Google upgrades its speech-to-text tech for natural sounding responses

Google upgrades its speech-to-text tech for natural sounding responses
Photo Credit: Pixabay
28 Mar, 2018

In an effort to create more natural sounding responses from artificial intelligence-driven virtual assistants, Internet giant Google has introduced a new AI-driven voice synthesiser as part of its cloud-based machine learning tools suite called tensor processing unit (TPU) infrastructure, the company said in a blog post.

The new service, called Cloud Text-to-Speech, can be used for various purposes such as powering voice response systems for call centers (IVRs) and enabling real-time natural language conversations; allowing Internet of Things devices, such as TVs, cars, and robots, to talk back to users; and converting text-based media like news articles and books into spoken format such as a podcast or an audiobook.

The AI-driven synthesiser uses WaveNet technology developed by UK-based AI firm DeepMind.

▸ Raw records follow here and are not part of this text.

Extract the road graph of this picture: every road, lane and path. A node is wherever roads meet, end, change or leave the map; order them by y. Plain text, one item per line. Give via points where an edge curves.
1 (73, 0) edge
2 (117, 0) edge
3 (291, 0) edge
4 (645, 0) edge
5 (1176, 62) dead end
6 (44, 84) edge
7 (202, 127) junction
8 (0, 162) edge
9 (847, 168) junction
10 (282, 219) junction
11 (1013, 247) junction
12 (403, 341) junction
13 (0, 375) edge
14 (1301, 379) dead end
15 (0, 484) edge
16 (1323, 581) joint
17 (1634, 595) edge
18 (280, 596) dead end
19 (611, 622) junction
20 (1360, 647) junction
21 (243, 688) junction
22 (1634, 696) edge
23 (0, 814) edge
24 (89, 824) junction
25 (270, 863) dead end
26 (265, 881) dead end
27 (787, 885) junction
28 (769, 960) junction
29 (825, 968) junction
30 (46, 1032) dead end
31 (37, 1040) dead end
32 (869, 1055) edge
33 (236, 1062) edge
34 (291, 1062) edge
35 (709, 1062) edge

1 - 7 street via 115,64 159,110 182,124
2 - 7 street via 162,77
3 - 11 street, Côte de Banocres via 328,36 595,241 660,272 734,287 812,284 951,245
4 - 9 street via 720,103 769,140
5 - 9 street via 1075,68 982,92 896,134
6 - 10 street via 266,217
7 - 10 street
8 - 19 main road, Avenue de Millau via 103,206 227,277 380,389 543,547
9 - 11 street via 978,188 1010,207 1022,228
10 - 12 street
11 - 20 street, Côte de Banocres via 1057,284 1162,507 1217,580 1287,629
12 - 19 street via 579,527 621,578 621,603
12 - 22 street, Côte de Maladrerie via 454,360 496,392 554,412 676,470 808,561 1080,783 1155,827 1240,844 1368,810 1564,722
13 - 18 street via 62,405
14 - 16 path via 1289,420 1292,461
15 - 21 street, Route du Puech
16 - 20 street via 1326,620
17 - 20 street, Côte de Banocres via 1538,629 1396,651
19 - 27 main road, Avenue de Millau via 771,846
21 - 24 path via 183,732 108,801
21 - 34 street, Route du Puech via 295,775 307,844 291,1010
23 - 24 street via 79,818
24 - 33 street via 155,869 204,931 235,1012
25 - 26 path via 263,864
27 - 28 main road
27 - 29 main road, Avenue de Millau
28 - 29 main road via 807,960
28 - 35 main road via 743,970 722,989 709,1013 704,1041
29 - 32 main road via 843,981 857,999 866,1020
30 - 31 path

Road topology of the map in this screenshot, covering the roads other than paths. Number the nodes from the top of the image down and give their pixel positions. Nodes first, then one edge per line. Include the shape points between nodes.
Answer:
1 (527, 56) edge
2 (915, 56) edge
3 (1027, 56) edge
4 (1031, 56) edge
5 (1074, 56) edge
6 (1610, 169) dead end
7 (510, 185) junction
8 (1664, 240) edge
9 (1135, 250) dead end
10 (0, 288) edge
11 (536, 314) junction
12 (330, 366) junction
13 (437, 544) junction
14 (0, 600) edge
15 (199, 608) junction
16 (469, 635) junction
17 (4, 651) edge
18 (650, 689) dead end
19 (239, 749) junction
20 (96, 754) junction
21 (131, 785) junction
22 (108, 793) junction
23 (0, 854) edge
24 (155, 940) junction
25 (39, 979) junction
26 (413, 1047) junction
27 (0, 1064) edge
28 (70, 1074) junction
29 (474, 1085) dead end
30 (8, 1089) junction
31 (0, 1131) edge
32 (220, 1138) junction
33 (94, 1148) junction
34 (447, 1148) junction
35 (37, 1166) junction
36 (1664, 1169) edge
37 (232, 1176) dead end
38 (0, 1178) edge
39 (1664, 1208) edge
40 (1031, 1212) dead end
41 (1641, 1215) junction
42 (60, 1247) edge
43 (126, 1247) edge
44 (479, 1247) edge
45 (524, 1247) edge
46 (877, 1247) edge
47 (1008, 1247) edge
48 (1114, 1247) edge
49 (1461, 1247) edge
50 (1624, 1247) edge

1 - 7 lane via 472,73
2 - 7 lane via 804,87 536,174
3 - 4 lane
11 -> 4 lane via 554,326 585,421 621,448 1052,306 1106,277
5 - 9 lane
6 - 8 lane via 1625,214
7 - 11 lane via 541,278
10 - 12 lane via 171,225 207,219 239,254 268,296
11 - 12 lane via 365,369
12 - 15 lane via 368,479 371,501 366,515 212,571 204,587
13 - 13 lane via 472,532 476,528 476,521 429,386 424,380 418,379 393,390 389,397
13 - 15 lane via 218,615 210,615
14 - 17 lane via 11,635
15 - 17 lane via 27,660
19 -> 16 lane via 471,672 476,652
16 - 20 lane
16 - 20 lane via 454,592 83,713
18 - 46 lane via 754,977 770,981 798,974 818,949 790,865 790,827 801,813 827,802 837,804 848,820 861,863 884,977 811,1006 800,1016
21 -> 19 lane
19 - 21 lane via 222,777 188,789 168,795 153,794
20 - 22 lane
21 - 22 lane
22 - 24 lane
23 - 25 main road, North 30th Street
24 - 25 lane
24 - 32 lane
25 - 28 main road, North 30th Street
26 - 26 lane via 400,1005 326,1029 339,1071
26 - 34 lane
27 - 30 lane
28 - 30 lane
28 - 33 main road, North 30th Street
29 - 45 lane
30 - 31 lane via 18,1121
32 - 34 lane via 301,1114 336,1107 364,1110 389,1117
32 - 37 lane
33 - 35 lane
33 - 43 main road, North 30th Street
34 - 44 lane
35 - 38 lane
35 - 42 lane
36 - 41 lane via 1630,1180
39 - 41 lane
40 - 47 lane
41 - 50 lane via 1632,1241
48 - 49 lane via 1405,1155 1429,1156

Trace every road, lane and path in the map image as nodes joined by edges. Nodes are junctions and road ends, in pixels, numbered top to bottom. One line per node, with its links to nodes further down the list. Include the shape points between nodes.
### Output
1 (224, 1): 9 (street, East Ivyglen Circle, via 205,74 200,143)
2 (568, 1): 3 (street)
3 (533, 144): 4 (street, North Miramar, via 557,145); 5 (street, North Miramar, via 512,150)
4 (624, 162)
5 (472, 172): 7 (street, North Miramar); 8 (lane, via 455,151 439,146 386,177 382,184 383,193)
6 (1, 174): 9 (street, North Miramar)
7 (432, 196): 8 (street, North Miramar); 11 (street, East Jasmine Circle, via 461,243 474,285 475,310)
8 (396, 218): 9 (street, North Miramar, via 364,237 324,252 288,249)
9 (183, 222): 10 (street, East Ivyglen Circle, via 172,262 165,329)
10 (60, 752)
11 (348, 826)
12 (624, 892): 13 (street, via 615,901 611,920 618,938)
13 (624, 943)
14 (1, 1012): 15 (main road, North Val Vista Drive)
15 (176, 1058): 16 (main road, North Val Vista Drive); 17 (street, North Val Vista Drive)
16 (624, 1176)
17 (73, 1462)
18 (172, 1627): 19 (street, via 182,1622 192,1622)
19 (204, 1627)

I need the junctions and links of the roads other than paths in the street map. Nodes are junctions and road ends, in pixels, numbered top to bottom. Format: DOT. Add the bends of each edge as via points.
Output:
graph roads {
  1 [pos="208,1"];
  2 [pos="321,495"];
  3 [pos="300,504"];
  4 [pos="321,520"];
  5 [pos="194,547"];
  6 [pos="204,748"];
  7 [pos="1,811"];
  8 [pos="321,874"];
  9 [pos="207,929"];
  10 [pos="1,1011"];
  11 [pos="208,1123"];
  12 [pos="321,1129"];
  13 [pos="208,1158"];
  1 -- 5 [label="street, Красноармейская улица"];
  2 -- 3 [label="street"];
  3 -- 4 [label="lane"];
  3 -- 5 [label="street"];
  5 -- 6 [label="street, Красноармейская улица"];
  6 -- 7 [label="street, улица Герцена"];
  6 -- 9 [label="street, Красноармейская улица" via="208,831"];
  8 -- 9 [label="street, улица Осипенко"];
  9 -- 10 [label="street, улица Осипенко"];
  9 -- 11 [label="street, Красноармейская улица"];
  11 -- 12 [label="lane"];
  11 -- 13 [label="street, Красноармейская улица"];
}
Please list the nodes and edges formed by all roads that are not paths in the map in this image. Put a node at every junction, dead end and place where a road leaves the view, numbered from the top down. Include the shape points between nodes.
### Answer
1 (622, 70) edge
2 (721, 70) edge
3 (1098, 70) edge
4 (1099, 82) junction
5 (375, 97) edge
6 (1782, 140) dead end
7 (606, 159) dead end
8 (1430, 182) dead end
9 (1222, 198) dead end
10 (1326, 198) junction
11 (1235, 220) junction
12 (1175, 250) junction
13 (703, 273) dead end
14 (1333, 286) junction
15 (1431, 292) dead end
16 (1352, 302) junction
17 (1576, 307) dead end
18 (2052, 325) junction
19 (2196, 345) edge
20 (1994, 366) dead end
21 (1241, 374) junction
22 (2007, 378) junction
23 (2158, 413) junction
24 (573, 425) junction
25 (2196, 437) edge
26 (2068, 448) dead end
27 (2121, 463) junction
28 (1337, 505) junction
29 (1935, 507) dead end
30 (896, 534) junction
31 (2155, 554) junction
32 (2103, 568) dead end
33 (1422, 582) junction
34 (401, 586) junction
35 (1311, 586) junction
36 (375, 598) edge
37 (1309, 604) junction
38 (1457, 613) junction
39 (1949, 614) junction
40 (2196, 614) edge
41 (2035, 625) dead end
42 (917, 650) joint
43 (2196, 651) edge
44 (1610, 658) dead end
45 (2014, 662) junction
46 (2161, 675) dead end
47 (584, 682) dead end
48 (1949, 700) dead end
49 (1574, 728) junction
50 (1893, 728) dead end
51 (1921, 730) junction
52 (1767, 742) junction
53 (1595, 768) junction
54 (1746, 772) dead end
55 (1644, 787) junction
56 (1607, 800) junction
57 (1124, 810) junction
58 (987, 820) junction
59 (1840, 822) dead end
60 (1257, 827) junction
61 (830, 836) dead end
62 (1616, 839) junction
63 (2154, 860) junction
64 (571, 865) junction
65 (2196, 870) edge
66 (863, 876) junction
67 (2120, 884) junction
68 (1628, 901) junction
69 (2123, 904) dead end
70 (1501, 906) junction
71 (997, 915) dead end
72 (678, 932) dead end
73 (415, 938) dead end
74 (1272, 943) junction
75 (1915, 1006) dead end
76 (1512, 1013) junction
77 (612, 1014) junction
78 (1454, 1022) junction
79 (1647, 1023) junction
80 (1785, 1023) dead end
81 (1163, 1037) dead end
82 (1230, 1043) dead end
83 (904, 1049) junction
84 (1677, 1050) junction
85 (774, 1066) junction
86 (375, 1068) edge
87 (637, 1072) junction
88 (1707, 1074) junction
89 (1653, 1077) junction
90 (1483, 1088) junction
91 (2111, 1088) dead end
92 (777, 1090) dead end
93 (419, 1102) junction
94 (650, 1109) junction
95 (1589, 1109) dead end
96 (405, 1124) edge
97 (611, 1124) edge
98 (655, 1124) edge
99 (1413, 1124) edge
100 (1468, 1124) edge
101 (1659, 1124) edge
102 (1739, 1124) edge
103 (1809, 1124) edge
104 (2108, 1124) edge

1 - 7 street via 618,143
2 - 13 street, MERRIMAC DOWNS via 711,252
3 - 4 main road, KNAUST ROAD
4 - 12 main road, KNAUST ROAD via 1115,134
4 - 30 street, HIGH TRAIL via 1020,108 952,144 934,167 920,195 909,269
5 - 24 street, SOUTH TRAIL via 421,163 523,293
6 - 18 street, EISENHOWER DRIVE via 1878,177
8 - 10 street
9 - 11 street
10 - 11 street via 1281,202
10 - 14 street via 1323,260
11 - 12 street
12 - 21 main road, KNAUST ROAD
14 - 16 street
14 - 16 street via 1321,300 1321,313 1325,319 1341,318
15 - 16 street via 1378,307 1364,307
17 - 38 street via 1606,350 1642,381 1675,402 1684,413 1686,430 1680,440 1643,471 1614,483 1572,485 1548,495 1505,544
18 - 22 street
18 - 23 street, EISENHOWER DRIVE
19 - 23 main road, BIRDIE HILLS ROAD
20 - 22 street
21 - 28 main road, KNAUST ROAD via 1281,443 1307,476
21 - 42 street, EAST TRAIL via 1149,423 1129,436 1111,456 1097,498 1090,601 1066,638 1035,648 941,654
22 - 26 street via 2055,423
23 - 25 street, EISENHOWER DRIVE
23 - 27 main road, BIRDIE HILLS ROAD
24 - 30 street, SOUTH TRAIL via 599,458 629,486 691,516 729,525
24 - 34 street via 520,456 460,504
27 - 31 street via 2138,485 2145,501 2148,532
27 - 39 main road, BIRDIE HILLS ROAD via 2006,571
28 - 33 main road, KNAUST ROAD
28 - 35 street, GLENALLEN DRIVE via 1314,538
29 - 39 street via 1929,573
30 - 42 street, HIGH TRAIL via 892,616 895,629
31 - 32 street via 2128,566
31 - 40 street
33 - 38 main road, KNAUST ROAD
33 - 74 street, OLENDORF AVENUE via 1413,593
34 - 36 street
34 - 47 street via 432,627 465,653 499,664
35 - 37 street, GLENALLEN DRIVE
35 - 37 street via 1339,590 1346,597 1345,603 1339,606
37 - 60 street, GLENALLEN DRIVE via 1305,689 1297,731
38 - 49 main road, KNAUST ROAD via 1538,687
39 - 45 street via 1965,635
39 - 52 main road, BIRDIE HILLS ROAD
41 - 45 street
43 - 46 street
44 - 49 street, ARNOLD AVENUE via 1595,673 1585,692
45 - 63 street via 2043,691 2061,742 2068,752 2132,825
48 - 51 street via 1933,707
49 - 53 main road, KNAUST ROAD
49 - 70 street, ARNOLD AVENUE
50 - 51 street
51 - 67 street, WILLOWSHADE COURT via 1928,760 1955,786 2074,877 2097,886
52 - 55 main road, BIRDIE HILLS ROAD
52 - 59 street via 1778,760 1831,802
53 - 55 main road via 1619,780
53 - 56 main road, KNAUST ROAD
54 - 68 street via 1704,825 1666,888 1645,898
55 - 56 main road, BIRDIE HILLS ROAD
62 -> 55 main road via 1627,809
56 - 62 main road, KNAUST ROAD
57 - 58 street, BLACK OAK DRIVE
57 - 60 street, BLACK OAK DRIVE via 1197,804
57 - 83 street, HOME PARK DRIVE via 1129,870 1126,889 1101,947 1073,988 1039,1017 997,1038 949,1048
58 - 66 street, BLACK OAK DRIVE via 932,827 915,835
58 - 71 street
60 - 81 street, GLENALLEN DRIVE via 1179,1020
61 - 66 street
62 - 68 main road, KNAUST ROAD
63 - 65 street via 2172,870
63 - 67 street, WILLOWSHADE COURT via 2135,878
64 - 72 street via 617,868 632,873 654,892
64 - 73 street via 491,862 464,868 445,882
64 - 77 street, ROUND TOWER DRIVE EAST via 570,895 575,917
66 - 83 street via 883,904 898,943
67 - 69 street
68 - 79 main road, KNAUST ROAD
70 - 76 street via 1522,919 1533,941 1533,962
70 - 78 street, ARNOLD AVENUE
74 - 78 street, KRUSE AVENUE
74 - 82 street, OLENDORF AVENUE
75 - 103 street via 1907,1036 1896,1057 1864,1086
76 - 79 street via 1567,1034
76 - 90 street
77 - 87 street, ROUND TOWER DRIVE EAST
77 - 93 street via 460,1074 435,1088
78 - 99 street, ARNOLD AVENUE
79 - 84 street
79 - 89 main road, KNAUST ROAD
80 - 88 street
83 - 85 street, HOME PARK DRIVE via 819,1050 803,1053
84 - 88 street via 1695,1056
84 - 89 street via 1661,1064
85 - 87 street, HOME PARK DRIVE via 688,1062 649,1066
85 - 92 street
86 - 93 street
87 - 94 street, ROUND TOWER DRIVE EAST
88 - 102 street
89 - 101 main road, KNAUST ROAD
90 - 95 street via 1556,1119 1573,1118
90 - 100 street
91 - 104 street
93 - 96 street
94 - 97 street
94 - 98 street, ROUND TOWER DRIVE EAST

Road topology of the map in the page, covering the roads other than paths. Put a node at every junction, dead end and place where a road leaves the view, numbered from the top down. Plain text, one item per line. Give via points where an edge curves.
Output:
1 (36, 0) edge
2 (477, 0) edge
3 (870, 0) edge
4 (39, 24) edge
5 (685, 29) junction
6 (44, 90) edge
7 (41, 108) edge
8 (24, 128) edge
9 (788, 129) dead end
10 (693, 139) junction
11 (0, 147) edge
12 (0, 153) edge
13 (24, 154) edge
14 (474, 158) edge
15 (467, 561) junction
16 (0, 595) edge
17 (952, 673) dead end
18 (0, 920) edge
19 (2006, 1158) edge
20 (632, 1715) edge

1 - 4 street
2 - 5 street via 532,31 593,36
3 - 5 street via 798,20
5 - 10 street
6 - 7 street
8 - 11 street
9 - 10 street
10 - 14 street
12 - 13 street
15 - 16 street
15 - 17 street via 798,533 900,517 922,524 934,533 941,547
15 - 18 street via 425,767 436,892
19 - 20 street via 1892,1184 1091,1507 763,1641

Google had acquired the startup, founded by neuroscientist Demis Hassabis, former chess prodigy Shane Legg, and Mustafa Suleyman, for over $500 million in 2014. Jaan Tallin, Skype developer, had invested in the startup.

WaveNet acts very differently from the voice synthesisers used in AI assistants today. Most virtual assistants (Siri and others) run on concatenative synthesis—a process in which a dedicated programme stores syllables which are later used to form words and sentences. Initially, this process was slow to convert sounds to text but now over the years, its conversion speed has improved greatly.

In contrast, DeepMind's WaveNet produces audio from nought with the help of machine learning, essentially recreating the audio spoken by a user. In its efforts to recreate natural sound, it captures the waveforms of the audio spoken, analyses them against its database of human speech and creates 24,000 different iterations of the waveforms per second. This helps it add more natural sounds to speech such as better matching accents, reading lip smacks and reproducing them, etc. According to Google, the technology can bridge the gap between human speech and AI assistant feedback by 50%.

"The new, improved WaveNet model generates raw waveforms 1,000 times faster than the original model, and can generate one second of speech in just 50 milliseconds. In fact, the model is not just quicker, but also higher-fidelity, capable of creating waveforms with 24,000 samples a second. We’ve also increased the resolution of each sample from 8 bits to 16 bits, producing higher quality audio for a more human sound," Dan Aharon, product manager of Cloud AI at Google, wrote in the blog post.

DeepMind had first introduced WaveNet in 2016 as a neural network trained with a large volume of speech samples that was able to create raw audio waveforms from scratch. The technology was embedded into Google Assistant in October last year and could be used only for two languages—English and Japanese.

Aharon also said that the new service will allow users to choose from 32 different voices from 12 languages and variants. "Cloud Text-to-Speech correctly pronounces complex text such as names, dates, times and addresses for authentic sounding speech right out of the gate. It also allows you to customise pitch, speaking rate, and volume gain, and supports a variety of audio formats, including MP3 and WAV," he wrote.

Google has said that Cisco's cognitive collaboration unit and Dolphin One, a telephony plaform, are already using the new service.

Last month, the Internet giant started offering its new AI-tailored chips on its cloud platform to other companies for advanced testing as part of its effort to accelerate machine learning models and get them running faster.